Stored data
************

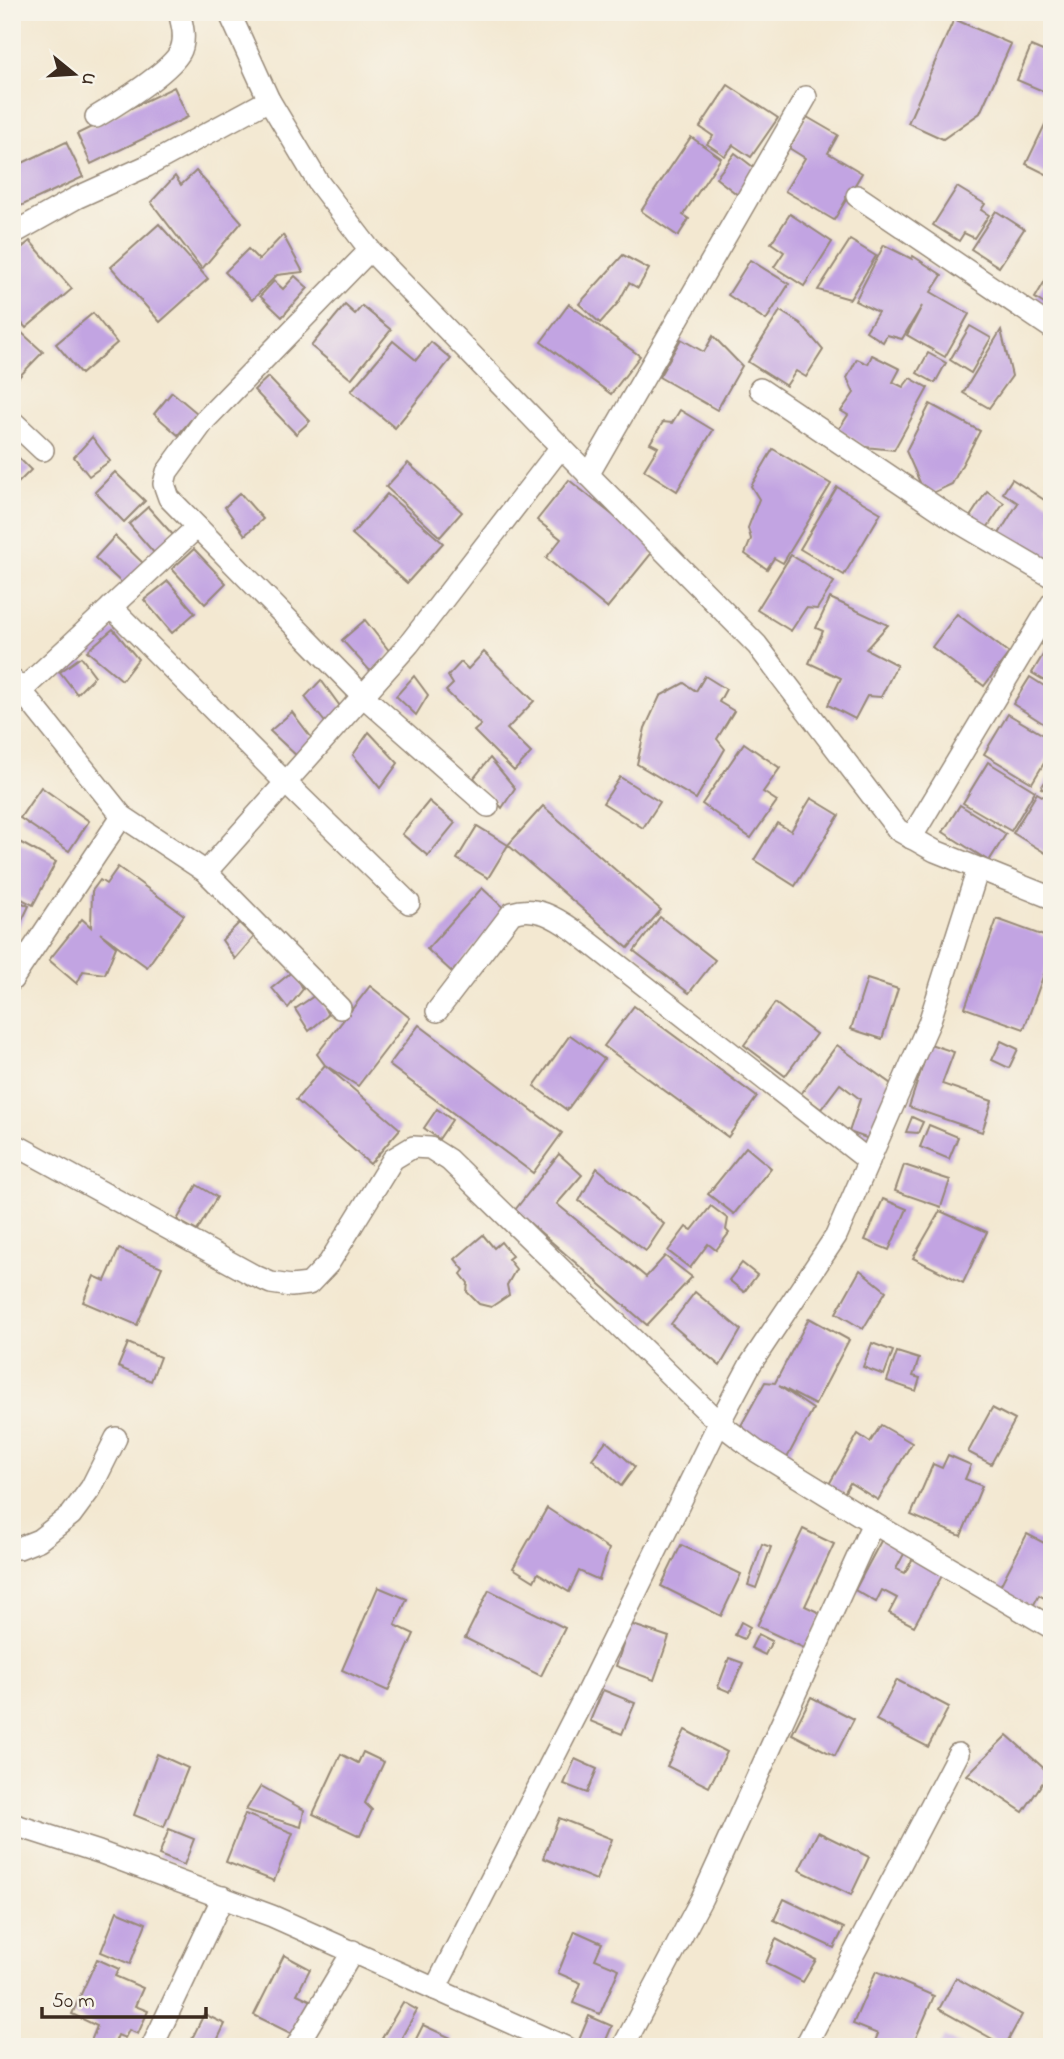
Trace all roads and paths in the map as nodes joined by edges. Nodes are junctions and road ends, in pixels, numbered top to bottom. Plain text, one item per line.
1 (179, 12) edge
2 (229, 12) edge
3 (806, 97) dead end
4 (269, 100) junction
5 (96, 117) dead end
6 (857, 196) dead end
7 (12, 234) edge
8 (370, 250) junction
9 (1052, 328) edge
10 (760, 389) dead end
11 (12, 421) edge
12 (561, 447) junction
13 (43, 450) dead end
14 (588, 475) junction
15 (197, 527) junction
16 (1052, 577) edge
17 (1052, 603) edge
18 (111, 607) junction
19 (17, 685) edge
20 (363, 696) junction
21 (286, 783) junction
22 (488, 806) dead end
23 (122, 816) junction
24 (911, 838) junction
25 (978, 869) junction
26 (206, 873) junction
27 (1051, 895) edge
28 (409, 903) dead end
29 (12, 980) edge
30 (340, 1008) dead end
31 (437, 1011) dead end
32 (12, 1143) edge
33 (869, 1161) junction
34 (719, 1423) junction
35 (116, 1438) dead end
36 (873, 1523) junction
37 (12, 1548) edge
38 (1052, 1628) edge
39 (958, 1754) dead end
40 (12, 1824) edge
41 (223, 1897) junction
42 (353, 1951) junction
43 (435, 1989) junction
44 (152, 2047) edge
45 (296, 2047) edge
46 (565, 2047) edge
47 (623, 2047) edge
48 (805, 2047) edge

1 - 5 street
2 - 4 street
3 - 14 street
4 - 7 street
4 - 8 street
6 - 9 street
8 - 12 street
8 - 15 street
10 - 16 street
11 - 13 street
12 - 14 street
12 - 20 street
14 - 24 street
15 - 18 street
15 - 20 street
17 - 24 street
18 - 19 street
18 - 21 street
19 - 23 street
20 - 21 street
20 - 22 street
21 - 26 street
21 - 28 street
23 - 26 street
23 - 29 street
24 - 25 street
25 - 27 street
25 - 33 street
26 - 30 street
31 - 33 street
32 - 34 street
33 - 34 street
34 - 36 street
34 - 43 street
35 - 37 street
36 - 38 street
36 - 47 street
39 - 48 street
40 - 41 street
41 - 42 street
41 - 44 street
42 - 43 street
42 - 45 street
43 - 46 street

************

▶ _WHAT YOU WILL DO_:
Copy out the data above exactly, except the pictures.

▶ _ANSWER TO THE PROBLEM_:
Trace all roads and paths in the map as nodes joined by edges. Nodes are junctions and road ends, in pixels, numbered top to bottom. Plain text, one item per line.
1 (179, 12) edge
2 (229, 12) edge
3 (806, 97) dead end
4 (269, 100) junction
5 (96, 117) dead end
6 (857, 196) dead end
7 (12, 234) edge
8 (370, 250) junction
9 (1052, 328) edge
10 (760, 389) dead end
11 (12, 421) edge
12 (561, 447) junction
13 (43, 450) dead end
14 (588, 475) junction
15 (197, 527) junction
16 (1052, 577) edge
17 (1052, 603) edge
18 (111, 607) junction
19 (17, 685) edge
20 (363, 696) junction
21 (286, 783) junction
22 (488, 806) dead end
23 (122, 816) junction
24 (911, 838) junction
25 (978, 869) junction
26 (206, 873) junction
27 (1051, 895) edge
28 (409, 903) dead end
29 (12, 980) edge
30 (340, 1008) dead end
31 (437, 1011) dead end
32 (12, 1143) edge
33 (869, 1161) junction
34 (719, 1423) junction
35 (116, 1438) dead end
36 (873, 1523) junction
37 (12, 1548) edge
38 (1052, 1628) edge
39 (958, 1754) dead end
40 (12, 1824) edge
41 (223, 1897) junction
42 (353, 1951) junction
43 (435, 1989) junction
44 (152, 2047) edge
45 (296, 2047) edge
46 (565, 2047) edge
47 (623, 2047) edge
48 (805, 2047) edge

1 - 5 street
2 - 4 street
3 - 14 street
4 - 7 street
4 - 8 street
6 - 9 street
8 - 12 street
8 - 15 street
10 - 16 street
11 - 13 street
12 - 14 street
12 - 20 street
14 - 24 street
15 - 18 street
15 - 20 street
17 - 24 street
18 - 19 street
18 - 21 street
19 - 23 street
20 - 21 street
20 - 22 street
21 - 26 street
21 - 28 street
23 - 26 street
23 - 29 street
24 - 25 street
25 - 27 street
25 - 33 street
26 - 30 street
31 - 33 street
32 - 34 street
33 - 34 street
34 - 36 street
34 - 43 street
35 - 37 street
36 - 38 street
36 - 47 street
39 - 48 street
40 - 41 street
41 - 42 street
41 - 44 street
42 - 43 street
42 - 45 street
43 - 46 street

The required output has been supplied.